§ Available data
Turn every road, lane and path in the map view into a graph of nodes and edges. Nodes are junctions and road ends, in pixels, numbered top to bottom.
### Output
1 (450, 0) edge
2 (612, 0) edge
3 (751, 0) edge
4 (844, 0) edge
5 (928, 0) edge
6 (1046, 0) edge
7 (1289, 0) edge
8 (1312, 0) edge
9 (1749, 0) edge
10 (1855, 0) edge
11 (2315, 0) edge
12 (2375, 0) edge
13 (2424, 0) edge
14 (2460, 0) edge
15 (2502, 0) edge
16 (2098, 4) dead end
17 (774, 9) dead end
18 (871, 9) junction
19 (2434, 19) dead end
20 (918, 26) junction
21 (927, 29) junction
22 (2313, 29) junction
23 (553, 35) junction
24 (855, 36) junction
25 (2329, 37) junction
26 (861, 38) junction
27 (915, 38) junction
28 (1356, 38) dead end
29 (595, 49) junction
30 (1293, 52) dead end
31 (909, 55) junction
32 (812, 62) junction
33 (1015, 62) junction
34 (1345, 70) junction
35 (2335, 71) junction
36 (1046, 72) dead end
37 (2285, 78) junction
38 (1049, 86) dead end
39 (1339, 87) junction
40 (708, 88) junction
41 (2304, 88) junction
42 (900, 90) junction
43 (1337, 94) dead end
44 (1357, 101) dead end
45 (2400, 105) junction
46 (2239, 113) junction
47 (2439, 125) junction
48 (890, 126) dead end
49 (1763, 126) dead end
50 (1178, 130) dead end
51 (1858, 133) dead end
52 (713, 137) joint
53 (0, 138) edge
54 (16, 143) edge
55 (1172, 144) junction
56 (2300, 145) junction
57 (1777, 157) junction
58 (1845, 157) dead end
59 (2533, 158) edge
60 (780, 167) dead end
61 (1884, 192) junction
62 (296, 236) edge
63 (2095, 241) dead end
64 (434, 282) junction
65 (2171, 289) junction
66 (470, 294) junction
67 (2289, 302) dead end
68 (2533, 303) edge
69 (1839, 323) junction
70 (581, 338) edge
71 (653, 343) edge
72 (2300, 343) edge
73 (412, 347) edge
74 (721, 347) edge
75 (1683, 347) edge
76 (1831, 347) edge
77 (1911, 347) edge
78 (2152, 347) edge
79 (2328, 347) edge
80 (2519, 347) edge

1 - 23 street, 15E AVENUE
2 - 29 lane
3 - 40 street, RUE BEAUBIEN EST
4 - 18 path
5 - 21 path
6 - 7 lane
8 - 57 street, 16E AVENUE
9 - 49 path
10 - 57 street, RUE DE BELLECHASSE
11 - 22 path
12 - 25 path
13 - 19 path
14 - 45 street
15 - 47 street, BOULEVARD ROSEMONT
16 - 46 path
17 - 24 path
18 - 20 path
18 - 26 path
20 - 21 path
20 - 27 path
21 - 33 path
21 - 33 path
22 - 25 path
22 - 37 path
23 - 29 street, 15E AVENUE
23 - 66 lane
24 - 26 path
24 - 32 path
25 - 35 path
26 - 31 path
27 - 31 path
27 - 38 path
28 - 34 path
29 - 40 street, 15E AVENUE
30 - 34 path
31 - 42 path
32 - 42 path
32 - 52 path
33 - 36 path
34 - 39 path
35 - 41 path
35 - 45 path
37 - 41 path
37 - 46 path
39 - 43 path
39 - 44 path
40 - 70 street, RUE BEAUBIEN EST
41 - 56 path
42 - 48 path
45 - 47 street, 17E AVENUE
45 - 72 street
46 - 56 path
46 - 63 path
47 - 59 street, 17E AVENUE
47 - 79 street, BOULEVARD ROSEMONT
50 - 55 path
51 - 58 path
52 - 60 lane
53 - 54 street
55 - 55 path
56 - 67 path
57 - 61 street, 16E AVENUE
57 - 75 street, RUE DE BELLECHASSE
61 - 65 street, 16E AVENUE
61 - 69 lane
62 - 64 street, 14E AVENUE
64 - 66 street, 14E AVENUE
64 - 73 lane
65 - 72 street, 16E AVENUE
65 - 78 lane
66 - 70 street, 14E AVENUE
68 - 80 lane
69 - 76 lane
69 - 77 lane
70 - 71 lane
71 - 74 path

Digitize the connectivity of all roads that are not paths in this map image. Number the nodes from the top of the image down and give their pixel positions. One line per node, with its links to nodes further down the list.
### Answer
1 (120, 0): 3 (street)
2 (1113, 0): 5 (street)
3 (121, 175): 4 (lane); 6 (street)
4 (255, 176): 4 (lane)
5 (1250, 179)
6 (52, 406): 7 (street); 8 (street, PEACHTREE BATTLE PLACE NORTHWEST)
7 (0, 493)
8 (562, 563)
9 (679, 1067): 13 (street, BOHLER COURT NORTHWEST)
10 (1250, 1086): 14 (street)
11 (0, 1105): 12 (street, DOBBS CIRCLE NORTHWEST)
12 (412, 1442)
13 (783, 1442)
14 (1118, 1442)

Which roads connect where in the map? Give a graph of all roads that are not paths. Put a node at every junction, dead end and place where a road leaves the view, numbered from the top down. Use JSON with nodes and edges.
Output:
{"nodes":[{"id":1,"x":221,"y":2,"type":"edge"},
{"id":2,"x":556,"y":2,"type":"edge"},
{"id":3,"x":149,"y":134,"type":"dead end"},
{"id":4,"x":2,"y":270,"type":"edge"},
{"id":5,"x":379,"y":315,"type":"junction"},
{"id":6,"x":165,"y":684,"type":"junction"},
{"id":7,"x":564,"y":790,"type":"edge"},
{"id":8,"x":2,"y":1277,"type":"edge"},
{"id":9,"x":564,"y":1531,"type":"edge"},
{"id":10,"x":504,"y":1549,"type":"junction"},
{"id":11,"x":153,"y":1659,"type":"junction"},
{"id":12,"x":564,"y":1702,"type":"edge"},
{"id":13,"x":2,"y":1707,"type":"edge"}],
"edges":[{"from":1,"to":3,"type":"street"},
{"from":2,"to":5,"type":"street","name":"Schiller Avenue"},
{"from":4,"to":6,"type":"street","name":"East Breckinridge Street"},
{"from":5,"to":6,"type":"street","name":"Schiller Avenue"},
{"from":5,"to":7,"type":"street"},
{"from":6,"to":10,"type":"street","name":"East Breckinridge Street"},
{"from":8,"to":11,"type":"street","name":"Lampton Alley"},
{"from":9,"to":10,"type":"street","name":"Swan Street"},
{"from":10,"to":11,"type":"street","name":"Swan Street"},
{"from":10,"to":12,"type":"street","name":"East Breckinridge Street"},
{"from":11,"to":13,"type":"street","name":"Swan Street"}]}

§ Task brief
Would you output every entry exactly as it was written?

§ Result of this exercise
Turn every road, lane and path in the map view into a graph of nodes and edges. Nodes are junctions and road ends, in pixels, numbered top to bottom.
### Output
1 (450, 0) edge
2 (612, 0) edge
3 (751, 0) edge
4 (844, 0) edge
5 (928, 0) edge
6 (1046, 0) edge
7 (1289, 0) edge
8 (1312, 0) edge
9 (1749, 0) edge
10 (1855, 0) edge
11 (2315, 0) edge
12 (2375, 0) edge
13 (2424, 0) edge
14 (2460, 0) edge
15 (2502, 0) edge
16 (2098, 4) dead end
17 (774, 9) dead end
18 (871, 9) junction
19 (2434, 19) dead end
20 (918, 26) junction
21 (927, 29) junction
22 (2313, 29) junction
23 (553, 35) junction
24 (855, 36) junction
25 (2329, 37) junction
26 (861, 38) junction
27 (915, 38) junction
28 (1356, 38) dead end
29 (595, 49) junction
30 (1293, 52) dead end
31 (909, 55) junction
32 (812, 62) junction
33 (1015, 62) junction
34 (1345, 70) junction
35 (2335, 71) junction
36 (1046, 72) dead end
37 (2285, 78) junction
38 (1049, 86) dead end
39 (1339, 87) junction
40 (708, 88) junction
41 (2304, 88) junction
42 (900, 90) junction
43 (1337, 94) dead end
44 (1357, 101) dead end
45 (2400, 105) junction
46 (2239, 113) junction
47 (2439, 125) junction
48 (890, 126) dead end
49 (1763, 126) dead end
50 (1178, 130) dead end
51 (1858, 133) dead end
52 (713, 137) joint
53 (0, 138) edge
54 (16, 143) edge
55 (1172, 144) junction
56 (2300, 145) junction
57 (1777, 157) junction
58 (1845, 157) dead end
59 (2533, 158) edge
60 (780, 167) dead end
61 (1884, 192) junction
62 (296, 236) edge
63 (2095, 241) dead end
64 (434, 282) junction
65 (2171, 289) junction
66 (470, 294) junction
67 (2289, 302) dead end
68 (2533, 303) edge
69 (1839, 323) junction
70 (581, 338) edge
71 (653, 343) edge
72 (2300, 343) edge
73 (412, 347) edge
74 (721, 347) edge
75 (1683, 347) edge
76 (1831, 347) edge
77 (1911, 347) edge
78 (2152, 347) edge
79 (2328, 347) edge
80 (2519, 347) edge

1 - 23 street, 15E AVENUE
2 - 29 lane
3 - 40 street, RUE BEAUBIEN EST
4 - 18 path
5 - 21 path
6 - 7 lane
8 - 57 street, 16E AVENUE
9 - 49 path
10 - 57 street, RUE DE BELLECHASSE
11 - 22 path
12 - 25 path
13 - 19 path
14 - 45 street
15 - 47 street, BOULEVARD ROSEMONT
16 - 46 path
17 - 24 path
18 - 20 path
18 - 26 path
20 - 21 path
20 - 27 path
21 - 33 path
21 - 33 path
22 - 25 path
22 - 37 path
23 - 29 street, 15E AVENUE
23 - 66 lane
24 - 26 path
24 - 32 path
25 - 35 path
26 - 31 path
27 - 31 path
27 - 38 path
28 - 34 path
29 - 40 street, 15E AVENUE
30 - 34 path
31 - 42 path
32 - 42 path
32 - 52 path
33 - 36 path
34 - 39 path
35 - 41 path
35 - 45 path
37 - 41 path
37 - 46 path
39 - 43 path
39 - 44 path
40 - 70 street, RUE BEAUBIEN EST
41 - 56 path
42 - 48 path
45 - 47 street, 17E AVENUE
45 - 72 street
46 - 56 path
46 - 63 path
47 - 59 street, 17E AVENUE
47 - 79 street, BOULEVARD ROSEMONT
50 - 55 path
51 - 58 path
52 - 60 lane
53 - 54 street
55 - 55 path
56 - 67 path
57 - 61 street, 16E AVENUE
57 - 75 street, RUE DE BELLECHASSE
61 - 65 street, 16E AVENUE
61 - 69 lane
62 - 64 street, 14E AVENUE
64 - 66 street, 14E AVENUE
64 - 73 lane
65 - 72 street, 16E AVENUE
65 - 78 lane
66 - 70 street, 14E AVENUE
68 - 80 lane
69 - 76 lane
69 - 77 lane
70 - 71 lane
71 - 74 path

Digitize the connectivity of all roads that are not paths in this map image. Number the nodes from the top of the image down and give their pixel positions. One line per node, with its links to nodes further down the list.
### Answer
1 (120, 0): 3 (street)
2 (1113, 0): 5 (street)
3 (121, 175): 4 (lane); 6 (street)
4 (255, 176): 4 (lane)
5 (1250, 179)
6 (52, 406): 7 (street); 8 (street, PEACHTREE BATTLE PLACE NORTHWEST)
7 (0, 493)
8 (562, 563)
9 (679, 1067): 13 (street, BOHLER COURT NORTHWEST)
10 (1250, 1086): 14 (street)
11 (0, 1105): 12 (street, DOBBS CIRCLE NORTHWEST)
12 (412, 1442)
13 (783, 1442)
14 (1118, 1442)

Which roads connect where in the map? Give a graph of all roads that are not paths. Put a node at every junction, dead end and place where a road leaves the view, numbered from the top down. Use JSON with nodes and edges.
Output:
{"nodes":[{"id":1,"x":221,"y":2,"type":"edge"},
{"id":2,"x":556,"y":2,"type":"edge"},
{"id":3,"x":149,"y":134,"type":"dead end"},
{"id":4,"x":2,"y":270,"type":"edge"},
{"id":5,"x":379,"y":315,"type":"junction"},
{"id":6,"x":165,"y":684,"type":"junction"},
{"id":7,"x":564,"y":790,"type":"edge"},
{"id":8,"x":2,"y":1277,"type":"edge"},
{"id":9,"x":564,"y":1531,"type":"edge"},
{"id":10,"x":504,"y":1549,"type":"junction"},
{"id":11,"x":153,"y":1659,"type":"junction"},
{"id":12,"x":564,"y":1702,"type":"edge"},
{"id":13,"x":2,"y":1707,"type":"edge"}],
"edges":[{"from":1,"to":3,"type":"street"},
{"from":2,"to":5,"type":"street","name":"Schiller Avenue"},
{"from":4,"to":6,"type":"street","name":"East Breckinridge Street"},
{"from":5,"to":6,"type":"street","name":"Schiller Avenue"},
{"from":5,"to":7,"type":"street"},
{"from":6,"to":10,"type":"street","name":"East Breckinridge Street"},
{"from":8,"to":11,"type":"street","name":"Lampton Alley"},
{"from":9,"to":10,"type":"street","name":"Swan Street"},
{"from":10,"to":11,"type":"street","name":"Swan Street"},
{"from":10,"to":12,"type":"street","name":"East Breckinridge Street"},
{"from":11,"to":13,"type":"street","name":"Swan Street"}]}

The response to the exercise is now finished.